New work reveals that the default network includes countless smaller links held together by “hubs” that apparently receive and redirect neural transmissions, according to Olaf Sporns of Indiana University. He and his colleagues used diffusion spectrum imaging, which reveals the long connective tracts in the brain, to construct a detailed map that includes the default network.

“The analogy I use is that of the transportation network,” Sporns says. “If you want to go from A to B, you will often have to travel through a hub node.”

By linking brain regions in such a manner, these hubs enable the brain to efficiently share large amounts of information very rapidly, which could form the basis for such formidable mental abilities as introspection, imagination and the “stream of consciousness” that emerges spontaneously when the mind is not engaged in a specific task.

However, Sporns suspects that these “hub nodes” also leave the brain vulnerable to damage or degeneration.

“When there’s a disturbance in a hub, it ripples through the network and disrupts things much more globally,” Sporns says. “Such phenomena have been found in transportation networks, social networks, the Internet and so on. In the brain it may be similar—when hub nodes are disrupted, the effect is widespread.”

Those hub nodes appear to be especially vulnerable to Alzheimer’s disease. The amyloid plaques characteristic of Alzheimer’s develop in a pattern that overlaps the default network, according to Randy Buckner of Harvard. He believes the chronically high metabolic activity in the default network may somehow promote this problem.

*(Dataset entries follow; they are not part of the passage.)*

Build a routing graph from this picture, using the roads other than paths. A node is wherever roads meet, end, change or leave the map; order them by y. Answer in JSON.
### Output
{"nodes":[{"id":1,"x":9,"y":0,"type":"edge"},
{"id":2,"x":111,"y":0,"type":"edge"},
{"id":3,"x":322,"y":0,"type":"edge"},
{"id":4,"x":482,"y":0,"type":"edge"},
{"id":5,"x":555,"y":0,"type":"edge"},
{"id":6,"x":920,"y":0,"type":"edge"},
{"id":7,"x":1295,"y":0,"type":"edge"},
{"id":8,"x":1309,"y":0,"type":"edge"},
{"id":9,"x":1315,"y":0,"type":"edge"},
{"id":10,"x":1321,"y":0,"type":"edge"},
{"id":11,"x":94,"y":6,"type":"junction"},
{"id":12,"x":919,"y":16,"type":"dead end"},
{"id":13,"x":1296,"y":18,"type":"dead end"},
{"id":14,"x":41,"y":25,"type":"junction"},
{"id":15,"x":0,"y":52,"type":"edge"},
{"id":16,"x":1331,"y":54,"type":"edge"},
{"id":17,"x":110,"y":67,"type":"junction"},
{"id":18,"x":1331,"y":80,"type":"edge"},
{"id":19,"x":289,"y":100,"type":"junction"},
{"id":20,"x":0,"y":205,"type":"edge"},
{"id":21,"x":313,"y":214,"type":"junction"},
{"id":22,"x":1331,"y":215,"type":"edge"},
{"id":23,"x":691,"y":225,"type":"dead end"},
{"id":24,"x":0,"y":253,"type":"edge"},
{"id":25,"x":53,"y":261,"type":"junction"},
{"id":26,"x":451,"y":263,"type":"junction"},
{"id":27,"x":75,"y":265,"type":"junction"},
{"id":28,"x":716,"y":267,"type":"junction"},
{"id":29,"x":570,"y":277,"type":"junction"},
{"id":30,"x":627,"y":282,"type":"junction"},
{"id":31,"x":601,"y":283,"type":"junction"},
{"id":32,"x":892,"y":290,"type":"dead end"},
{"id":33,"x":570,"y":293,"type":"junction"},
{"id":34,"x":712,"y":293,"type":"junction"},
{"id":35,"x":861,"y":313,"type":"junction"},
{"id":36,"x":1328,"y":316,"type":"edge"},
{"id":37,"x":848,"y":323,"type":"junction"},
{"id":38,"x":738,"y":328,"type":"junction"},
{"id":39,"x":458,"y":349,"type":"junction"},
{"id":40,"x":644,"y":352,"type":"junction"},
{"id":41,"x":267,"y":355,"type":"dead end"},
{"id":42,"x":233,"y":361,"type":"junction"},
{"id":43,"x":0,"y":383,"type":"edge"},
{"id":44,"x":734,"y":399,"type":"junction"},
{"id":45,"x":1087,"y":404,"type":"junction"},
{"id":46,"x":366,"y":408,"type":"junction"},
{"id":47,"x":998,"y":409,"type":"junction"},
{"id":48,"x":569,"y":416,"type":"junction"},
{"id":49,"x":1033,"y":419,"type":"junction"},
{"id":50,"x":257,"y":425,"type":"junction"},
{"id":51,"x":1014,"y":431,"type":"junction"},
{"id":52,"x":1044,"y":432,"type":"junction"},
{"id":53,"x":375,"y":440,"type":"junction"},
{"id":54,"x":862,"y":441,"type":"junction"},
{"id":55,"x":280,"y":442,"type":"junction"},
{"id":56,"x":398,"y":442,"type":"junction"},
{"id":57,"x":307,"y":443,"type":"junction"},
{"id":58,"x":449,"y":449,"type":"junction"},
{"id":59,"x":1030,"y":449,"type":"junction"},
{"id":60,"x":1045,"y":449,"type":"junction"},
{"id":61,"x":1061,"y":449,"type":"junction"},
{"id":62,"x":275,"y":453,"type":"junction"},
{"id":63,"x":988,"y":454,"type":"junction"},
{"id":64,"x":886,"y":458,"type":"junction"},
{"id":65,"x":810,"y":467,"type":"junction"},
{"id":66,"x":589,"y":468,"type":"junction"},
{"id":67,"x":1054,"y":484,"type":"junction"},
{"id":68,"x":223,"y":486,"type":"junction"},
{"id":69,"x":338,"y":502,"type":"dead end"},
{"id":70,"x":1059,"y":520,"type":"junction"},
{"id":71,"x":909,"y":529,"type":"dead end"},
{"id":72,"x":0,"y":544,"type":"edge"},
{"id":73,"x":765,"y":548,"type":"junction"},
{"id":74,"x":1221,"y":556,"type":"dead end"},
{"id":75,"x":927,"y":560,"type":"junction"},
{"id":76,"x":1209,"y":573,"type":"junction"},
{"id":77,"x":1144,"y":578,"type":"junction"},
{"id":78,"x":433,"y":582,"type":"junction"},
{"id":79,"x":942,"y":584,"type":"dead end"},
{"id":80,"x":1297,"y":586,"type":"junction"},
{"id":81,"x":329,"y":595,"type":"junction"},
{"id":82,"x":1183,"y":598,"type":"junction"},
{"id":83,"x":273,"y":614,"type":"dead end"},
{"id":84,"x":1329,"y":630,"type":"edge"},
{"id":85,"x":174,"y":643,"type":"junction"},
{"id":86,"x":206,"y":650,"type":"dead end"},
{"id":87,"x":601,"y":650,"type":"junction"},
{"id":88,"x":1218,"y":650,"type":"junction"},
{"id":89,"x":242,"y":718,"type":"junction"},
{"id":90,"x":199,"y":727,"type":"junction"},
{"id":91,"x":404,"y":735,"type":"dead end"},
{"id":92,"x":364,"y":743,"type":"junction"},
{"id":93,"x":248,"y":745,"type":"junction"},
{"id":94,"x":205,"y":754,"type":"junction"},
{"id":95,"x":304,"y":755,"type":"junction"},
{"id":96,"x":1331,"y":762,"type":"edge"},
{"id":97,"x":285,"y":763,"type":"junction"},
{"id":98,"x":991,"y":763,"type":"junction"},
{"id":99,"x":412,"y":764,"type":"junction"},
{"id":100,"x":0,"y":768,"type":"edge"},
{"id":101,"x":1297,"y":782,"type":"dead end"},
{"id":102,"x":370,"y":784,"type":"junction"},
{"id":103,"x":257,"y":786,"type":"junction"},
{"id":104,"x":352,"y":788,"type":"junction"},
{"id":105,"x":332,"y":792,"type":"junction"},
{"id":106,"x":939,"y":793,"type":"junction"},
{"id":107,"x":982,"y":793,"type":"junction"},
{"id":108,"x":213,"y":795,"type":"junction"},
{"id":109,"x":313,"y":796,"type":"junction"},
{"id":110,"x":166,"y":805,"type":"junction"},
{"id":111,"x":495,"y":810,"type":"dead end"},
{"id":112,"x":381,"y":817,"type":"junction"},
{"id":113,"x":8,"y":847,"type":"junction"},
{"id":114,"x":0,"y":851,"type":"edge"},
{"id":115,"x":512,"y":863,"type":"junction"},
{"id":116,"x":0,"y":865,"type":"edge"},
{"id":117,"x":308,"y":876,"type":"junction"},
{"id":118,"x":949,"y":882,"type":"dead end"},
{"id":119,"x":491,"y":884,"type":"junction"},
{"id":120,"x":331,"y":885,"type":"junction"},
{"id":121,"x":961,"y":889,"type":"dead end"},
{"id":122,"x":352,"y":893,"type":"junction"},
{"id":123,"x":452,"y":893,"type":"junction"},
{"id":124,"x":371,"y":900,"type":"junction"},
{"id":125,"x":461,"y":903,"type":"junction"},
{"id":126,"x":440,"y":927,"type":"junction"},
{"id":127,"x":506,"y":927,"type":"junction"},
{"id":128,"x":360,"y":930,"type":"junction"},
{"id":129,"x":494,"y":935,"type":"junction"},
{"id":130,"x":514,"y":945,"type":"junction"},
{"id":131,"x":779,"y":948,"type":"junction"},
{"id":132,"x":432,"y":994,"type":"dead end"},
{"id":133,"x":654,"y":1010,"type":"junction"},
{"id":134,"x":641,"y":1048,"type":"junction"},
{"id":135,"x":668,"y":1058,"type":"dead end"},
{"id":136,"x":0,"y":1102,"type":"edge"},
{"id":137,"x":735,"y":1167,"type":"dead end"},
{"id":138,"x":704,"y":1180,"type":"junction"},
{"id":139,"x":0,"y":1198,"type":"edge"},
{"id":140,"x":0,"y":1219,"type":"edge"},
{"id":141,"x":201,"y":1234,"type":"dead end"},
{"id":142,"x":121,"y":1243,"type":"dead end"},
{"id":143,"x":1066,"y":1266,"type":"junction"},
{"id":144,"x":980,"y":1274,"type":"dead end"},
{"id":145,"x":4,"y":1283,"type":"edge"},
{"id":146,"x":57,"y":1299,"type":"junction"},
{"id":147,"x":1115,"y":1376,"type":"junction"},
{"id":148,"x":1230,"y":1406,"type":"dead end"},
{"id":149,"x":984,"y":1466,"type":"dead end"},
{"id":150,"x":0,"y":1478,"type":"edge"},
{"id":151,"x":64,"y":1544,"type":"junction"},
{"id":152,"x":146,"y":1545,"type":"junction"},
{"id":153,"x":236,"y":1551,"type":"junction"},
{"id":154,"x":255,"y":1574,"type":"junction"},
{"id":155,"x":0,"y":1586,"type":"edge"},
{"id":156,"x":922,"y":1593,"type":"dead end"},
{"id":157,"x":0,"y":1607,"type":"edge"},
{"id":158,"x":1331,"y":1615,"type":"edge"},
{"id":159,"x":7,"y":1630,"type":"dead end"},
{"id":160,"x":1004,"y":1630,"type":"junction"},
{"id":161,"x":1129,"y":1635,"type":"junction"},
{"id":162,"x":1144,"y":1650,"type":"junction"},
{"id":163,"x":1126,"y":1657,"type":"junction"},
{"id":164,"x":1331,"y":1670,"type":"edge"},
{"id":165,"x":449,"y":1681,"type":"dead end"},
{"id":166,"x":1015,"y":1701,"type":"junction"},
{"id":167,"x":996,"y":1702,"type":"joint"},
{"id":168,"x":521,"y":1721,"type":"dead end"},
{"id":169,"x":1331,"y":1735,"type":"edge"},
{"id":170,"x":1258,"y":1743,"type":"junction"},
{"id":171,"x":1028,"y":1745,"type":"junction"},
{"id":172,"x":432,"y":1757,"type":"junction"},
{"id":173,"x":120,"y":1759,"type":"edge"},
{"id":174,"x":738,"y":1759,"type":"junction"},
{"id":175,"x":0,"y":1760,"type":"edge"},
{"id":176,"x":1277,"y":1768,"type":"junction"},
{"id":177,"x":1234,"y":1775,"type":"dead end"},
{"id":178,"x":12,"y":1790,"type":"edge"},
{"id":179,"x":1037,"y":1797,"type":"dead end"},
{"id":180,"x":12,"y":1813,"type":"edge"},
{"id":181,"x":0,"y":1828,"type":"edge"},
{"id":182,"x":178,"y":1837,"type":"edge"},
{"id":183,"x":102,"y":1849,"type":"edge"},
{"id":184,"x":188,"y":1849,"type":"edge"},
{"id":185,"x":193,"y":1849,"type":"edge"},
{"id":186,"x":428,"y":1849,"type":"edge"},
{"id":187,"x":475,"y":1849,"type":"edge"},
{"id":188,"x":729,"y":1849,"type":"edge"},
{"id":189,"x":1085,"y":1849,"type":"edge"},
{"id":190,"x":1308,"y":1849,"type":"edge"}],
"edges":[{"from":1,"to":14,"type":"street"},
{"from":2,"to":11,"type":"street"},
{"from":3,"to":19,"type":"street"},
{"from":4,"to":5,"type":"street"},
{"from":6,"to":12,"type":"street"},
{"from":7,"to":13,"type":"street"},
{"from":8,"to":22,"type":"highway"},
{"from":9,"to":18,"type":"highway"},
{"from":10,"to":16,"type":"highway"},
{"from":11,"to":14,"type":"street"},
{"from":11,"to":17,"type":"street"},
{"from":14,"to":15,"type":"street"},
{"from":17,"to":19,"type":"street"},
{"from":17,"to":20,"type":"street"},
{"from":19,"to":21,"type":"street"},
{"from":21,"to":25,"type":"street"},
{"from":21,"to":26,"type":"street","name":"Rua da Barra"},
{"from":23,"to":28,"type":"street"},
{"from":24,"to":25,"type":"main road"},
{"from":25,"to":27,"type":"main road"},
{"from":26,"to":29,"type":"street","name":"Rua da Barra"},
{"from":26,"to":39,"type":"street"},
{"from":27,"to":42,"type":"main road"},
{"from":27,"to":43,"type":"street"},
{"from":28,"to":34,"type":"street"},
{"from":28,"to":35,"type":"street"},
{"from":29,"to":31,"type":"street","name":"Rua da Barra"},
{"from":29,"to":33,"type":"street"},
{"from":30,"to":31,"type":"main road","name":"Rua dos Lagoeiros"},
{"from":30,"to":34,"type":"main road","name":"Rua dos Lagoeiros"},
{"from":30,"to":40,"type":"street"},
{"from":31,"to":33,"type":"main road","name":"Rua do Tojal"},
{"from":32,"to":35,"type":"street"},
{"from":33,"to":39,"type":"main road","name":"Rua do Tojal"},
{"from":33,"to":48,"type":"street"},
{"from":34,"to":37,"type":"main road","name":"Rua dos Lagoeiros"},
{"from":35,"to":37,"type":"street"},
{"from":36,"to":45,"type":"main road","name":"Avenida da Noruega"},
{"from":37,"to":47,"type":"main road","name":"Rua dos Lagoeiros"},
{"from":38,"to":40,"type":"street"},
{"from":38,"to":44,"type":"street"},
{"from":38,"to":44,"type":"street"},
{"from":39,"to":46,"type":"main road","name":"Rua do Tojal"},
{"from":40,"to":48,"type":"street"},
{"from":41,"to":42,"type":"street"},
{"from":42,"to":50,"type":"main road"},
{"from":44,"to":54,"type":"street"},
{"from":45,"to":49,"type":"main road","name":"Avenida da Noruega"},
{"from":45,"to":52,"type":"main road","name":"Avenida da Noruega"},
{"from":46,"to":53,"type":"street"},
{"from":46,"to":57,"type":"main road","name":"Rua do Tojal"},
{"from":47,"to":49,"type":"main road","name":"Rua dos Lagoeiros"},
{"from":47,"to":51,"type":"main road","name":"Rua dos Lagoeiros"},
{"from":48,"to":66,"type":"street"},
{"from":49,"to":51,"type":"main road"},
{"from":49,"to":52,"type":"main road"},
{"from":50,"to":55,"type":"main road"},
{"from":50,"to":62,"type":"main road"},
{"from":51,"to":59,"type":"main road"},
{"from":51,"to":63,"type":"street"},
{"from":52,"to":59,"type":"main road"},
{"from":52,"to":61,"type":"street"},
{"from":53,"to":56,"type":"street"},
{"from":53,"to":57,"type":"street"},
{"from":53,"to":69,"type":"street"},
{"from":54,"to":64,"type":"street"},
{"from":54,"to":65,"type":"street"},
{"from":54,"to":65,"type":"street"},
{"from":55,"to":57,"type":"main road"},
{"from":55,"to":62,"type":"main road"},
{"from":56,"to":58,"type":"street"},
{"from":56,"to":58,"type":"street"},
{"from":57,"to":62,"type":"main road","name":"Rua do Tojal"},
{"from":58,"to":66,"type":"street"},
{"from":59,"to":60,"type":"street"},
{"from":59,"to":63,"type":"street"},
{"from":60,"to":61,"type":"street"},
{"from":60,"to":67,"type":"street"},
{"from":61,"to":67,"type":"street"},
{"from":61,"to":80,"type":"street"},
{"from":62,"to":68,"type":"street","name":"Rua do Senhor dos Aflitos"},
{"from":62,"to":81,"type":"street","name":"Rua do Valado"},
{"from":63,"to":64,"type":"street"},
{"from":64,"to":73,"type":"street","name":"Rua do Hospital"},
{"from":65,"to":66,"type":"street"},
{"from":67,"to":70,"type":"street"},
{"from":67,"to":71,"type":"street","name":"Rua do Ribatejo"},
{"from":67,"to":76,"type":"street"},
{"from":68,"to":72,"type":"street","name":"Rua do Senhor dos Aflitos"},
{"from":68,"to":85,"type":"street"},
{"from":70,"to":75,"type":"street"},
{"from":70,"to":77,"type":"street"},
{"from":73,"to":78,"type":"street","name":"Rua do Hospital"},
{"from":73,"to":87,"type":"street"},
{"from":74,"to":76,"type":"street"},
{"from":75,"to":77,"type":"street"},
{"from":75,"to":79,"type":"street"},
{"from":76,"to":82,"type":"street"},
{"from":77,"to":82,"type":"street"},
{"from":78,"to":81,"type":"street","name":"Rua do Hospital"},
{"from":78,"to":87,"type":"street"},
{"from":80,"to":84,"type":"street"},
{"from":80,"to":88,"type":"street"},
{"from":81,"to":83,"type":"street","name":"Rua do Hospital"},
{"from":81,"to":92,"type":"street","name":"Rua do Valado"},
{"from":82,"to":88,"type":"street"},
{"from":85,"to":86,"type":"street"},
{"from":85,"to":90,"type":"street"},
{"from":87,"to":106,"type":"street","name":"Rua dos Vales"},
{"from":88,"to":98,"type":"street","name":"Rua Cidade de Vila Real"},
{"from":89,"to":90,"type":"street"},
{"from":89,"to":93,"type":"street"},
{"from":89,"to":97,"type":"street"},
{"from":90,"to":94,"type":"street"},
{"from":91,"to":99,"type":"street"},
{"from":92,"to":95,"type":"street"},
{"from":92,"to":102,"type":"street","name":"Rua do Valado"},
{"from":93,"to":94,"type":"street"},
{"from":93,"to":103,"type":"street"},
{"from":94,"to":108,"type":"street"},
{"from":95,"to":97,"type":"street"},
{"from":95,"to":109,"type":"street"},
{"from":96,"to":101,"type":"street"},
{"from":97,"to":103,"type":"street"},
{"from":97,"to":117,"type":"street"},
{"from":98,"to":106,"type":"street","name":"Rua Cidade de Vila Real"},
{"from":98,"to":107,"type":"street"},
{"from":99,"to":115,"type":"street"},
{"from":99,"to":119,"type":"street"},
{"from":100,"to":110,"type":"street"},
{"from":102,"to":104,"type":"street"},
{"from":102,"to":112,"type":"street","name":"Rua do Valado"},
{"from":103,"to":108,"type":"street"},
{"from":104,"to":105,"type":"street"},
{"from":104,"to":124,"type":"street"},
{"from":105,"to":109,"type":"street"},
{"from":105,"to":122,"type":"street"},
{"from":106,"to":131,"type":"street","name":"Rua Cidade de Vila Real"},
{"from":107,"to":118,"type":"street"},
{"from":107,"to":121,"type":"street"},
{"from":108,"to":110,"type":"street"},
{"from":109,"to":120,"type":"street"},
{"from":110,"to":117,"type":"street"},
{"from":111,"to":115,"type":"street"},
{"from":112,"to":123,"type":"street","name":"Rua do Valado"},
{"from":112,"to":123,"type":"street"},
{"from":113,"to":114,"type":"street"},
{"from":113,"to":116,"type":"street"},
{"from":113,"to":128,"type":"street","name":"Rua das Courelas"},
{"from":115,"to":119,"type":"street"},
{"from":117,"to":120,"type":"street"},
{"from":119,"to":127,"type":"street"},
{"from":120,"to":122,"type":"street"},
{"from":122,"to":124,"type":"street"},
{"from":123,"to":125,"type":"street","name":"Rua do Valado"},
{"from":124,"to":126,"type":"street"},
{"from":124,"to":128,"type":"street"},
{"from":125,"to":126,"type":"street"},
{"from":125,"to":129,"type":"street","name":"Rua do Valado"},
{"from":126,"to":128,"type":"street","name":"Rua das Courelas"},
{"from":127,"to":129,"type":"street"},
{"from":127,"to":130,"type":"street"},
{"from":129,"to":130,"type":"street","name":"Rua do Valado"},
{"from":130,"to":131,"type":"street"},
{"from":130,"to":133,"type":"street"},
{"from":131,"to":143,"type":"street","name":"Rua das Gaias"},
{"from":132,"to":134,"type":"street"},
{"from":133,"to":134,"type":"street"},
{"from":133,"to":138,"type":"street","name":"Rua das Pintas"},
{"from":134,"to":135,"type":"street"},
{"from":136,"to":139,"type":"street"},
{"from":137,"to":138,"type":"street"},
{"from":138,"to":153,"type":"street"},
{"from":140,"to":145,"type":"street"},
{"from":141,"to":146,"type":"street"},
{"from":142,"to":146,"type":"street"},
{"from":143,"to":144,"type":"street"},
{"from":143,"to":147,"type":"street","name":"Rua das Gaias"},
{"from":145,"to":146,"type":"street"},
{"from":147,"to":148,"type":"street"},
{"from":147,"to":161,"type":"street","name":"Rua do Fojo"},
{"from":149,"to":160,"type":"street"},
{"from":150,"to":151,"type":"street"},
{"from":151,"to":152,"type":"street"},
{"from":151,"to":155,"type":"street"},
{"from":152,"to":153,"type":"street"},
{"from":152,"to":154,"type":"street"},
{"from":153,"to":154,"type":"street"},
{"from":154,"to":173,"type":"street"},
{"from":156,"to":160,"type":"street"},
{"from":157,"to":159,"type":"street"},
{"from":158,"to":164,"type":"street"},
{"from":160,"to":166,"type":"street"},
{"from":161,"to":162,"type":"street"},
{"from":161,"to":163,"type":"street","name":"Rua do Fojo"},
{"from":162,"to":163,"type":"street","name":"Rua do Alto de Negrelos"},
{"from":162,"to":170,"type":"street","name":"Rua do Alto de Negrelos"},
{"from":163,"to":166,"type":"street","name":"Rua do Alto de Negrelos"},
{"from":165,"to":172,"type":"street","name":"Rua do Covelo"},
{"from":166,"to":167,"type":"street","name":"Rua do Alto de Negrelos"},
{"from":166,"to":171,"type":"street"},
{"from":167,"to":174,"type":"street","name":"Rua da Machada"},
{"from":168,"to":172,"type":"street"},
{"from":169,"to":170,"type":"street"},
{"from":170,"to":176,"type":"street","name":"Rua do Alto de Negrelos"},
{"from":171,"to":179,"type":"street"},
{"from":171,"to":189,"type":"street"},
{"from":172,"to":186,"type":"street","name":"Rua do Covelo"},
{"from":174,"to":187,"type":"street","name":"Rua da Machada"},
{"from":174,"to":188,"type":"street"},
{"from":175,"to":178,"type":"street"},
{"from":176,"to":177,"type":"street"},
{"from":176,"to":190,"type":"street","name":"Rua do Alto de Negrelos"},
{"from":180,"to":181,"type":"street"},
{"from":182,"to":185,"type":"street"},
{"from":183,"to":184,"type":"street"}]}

“Why some brain areas are particularly vulnerable to Alzheimer’s disease has been a long-standing mystery,” Buckner says. “The striking observation that the disease begins in the default network provides insight into a possible source of vulnerability. Heightened metabolism within the default network may accelerate the disease process.”

In addition, he has found parts of the default network disrupted even in older adults who don’t have Alzheimer’s. These disruptions result in poor cognitive performance in a variety of mental tests. And people who carry the gene for ApoE4, the strongest genetic marker for Alzheimer’s, show lower metabolism in their default networks.

“Pathology preferentially accumulates in the default network even before symptoms emerge,” Buckner and colleagues write in a recent paper in the Annals of the New York Academy of Sciences.

Buckner has proposed a “metabolism hypothesis” suggesting that chronically high activity in the default network throughout life results in the production of the amyloid that turns up in the plaques of Alzheimer’s disease.

Bolstering this idea are recent findings by John R. Cirrito and his colleagues at Washington University, who found that sluggish endocytosis—the process by which neurons get rid of waste and debris—leads to the release of toxic beta-amyloid from the cell, thereby contributing to the production of the plaques found in Alzheimer’s patients. This breakdown seems to be accelerated by high activity in the synapse caused by the electrical storms of epilepsy. Some patients with temporal lobe epilepsy, for example, develop amyloid deposits at an early age, Cirrito observes.

The default network, most active when the mind is disengaged, “runs hot,” according to Sporns, because it helps generate the self-reflective “stream of consciousness” that flows through the mind continuously whenever the brain is not engaged in a specific task that involves processing input from the external environment.

Might that explain why people who remain socially involved and mentally active in old age have a lower incidence of Alzheimer’s? People who keep their brain busy with specific tasks presumably would not let their minds wander as often, and therefore would use their default network less.

“It’s an interesting hypothesis,” Sporns says. “There is a lot of evidence that points to a special kind of neural activity going on in the default network.

Over time, that could contribute to changes in gene expression patterns and the biochemistry of that part of brain, and might precipitate the onset of Alzheimer’s.”